If you have begun to keep more food in your house for longer periods, whether you grew it yourself or bought it in bulk from a local grower, you need to find places in your home to store it. Now is the best time to take an inventory of those spots. Are they really the best places? Can you locate any better places? It is helpful to know the conditions of each space during average winter weather and during the extremes. Considering that, a polar vortex now and then is a great time to measure the extremes. Consider it a gift.
Consider Temperature for Food Storage
One winter I realized that the space in a lower cabinet was really cold when I retrieved a bread pan there. The thermometer I put there read 50 degrees. Long story short, I cleaned out that space and found other places for the bread pans and everything else that was in there. That space is now my produce cabinet that you see in the photo. The pull out shelves were an improvement added in the shuffle.

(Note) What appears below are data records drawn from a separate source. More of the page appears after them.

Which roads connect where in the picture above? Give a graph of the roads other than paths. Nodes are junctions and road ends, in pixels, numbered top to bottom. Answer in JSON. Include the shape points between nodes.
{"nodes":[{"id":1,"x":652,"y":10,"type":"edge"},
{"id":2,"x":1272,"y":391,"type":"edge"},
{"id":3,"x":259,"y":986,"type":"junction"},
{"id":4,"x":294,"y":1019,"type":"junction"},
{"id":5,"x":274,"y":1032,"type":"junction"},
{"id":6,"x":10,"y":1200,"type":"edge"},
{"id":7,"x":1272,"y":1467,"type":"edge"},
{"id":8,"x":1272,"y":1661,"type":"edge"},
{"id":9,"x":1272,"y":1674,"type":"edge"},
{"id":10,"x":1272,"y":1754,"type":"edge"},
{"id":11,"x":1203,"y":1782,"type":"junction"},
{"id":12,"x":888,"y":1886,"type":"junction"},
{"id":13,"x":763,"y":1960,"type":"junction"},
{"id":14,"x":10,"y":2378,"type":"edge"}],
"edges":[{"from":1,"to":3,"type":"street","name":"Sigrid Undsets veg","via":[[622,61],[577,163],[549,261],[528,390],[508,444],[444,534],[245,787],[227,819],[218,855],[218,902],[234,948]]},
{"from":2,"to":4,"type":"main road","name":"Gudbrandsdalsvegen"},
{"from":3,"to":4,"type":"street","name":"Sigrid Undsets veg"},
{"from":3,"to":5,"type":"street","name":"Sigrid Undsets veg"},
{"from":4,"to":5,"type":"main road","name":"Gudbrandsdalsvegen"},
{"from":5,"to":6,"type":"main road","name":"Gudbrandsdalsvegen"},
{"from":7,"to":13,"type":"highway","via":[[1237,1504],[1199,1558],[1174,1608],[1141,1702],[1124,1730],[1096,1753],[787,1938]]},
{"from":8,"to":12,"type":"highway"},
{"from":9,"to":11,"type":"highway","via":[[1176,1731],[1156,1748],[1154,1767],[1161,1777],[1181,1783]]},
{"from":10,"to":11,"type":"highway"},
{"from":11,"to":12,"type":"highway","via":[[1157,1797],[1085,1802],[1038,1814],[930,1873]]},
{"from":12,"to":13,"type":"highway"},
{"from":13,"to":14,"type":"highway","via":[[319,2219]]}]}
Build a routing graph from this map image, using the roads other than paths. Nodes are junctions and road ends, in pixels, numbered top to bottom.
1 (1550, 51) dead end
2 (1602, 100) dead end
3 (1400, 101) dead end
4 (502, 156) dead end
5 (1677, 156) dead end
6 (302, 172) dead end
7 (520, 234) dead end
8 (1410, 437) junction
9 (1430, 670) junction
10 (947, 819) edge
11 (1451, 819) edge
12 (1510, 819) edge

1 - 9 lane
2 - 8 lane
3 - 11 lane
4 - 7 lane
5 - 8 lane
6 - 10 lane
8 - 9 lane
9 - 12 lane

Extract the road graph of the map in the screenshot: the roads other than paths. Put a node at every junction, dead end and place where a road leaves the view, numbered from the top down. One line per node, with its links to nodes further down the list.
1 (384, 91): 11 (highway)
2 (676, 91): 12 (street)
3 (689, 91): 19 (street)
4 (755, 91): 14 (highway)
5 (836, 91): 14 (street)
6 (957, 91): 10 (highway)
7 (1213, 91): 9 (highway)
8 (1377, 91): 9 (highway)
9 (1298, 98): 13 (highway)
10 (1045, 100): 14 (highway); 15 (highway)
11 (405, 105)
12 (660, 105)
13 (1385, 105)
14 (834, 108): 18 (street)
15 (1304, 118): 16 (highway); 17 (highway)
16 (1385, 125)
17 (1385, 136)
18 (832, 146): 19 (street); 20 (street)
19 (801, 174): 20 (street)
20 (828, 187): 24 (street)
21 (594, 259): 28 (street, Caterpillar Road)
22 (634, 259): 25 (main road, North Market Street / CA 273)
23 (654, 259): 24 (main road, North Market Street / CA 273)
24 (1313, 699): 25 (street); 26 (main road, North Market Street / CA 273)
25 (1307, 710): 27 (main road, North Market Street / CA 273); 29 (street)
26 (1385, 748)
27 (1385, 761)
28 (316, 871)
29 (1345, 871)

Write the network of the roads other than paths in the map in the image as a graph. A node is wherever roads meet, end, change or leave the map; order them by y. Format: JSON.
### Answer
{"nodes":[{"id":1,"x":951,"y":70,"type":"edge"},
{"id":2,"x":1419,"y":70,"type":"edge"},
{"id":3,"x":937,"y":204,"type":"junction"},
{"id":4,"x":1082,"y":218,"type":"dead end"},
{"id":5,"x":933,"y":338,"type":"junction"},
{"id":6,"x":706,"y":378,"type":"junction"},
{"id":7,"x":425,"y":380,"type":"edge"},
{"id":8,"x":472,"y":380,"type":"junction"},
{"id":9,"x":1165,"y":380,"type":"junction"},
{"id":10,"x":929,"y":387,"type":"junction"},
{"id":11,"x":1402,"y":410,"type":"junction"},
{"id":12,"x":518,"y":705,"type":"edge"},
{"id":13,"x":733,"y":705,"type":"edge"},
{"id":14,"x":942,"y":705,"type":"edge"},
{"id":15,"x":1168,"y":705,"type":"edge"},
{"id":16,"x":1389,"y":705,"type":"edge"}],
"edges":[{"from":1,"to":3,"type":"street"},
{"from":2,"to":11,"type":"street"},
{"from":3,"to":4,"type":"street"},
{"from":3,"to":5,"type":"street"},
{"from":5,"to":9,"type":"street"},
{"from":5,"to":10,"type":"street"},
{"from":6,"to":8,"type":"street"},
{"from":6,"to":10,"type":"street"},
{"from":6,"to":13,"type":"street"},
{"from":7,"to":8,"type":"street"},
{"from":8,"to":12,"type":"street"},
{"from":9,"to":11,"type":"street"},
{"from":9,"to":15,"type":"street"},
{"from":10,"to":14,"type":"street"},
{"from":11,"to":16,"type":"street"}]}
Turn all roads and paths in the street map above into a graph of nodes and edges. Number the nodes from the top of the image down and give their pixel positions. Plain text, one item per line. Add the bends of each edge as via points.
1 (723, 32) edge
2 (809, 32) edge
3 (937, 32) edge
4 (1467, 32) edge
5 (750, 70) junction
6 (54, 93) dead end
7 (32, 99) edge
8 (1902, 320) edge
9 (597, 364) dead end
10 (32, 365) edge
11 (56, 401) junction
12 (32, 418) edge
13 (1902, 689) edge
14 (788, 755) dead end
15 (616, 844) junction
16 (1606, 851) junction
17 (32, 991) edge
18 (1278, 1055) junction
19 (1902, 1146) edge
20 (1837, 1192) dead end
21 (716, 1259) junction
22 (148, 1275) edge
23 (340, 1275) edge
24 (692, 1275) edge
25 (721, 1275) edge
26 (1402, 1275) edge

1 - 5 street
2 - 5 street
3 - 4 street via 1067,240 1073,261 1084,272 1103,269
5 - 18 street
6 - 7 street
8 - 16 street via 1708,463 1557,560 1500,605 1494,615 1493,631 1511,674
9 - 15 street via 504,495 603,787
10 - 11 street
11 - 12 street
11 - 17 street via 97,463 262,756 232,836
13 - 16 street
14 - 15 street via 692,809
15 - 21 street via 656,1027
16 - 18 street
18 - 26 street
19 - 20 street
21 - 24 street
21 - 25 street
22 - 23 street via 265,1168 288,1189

You can post thermometers in the places you are thinking about using. In the photo you can see the inexpensive thermometer I have on the cabinet door. But, sometimes the places you want to know the temperature of are in not-so-convenient places. What I find really useful is the thermometer that can tell me what the temperature is where I am and what the temperature is from a distance. You can find these in both wireless models and ones with the sensor on a wire. A friend of mine once told me he had a thermometer in his utility room with the sensor wire going down through a small hole he drilled in the wall next to the baseboard into the crawl space. It told him the temperature of the crawl space next to his water pipes. I wonder if he installed that after he had a problem with pipes freezing.
Utility Room Pantry
Besides making changes in that cabinet in the kitchen, we turned our utility room into a pantry, utilizing existing vent holes left from a previous furnace in that space to provide ventilation and cooling. There is a cellar under part of our house where I store the home-canned food. Keep your mind open as you check around your house. Sweet potatoes and winter squash could be stored in boxes under a bed. A closet in the guest room (if you have a guest room) might be just the place to add shelves for food storage; if it has an outside wall, all the better. You could even vent it to the outside. Learn more about finding places to store the harvest at HomeplaceEarth.
My upcoming book, Grow a Sustainable Diet, has a chapter on food storage and preservation with information on handling your harvest. When I have it available you will be able to order signed copies from me at www.HomeplaceEarth.com. Finding a place for what you grow and for the equipment that goes with it is as important as growing the food. If you have no plan for storage, your harvest will spoil. If your plan is to leave it sit around the house, cluttering your living space until you use it up, it could ruin the harmony in your home. Take time now to really check out your home and rethink your use of each space.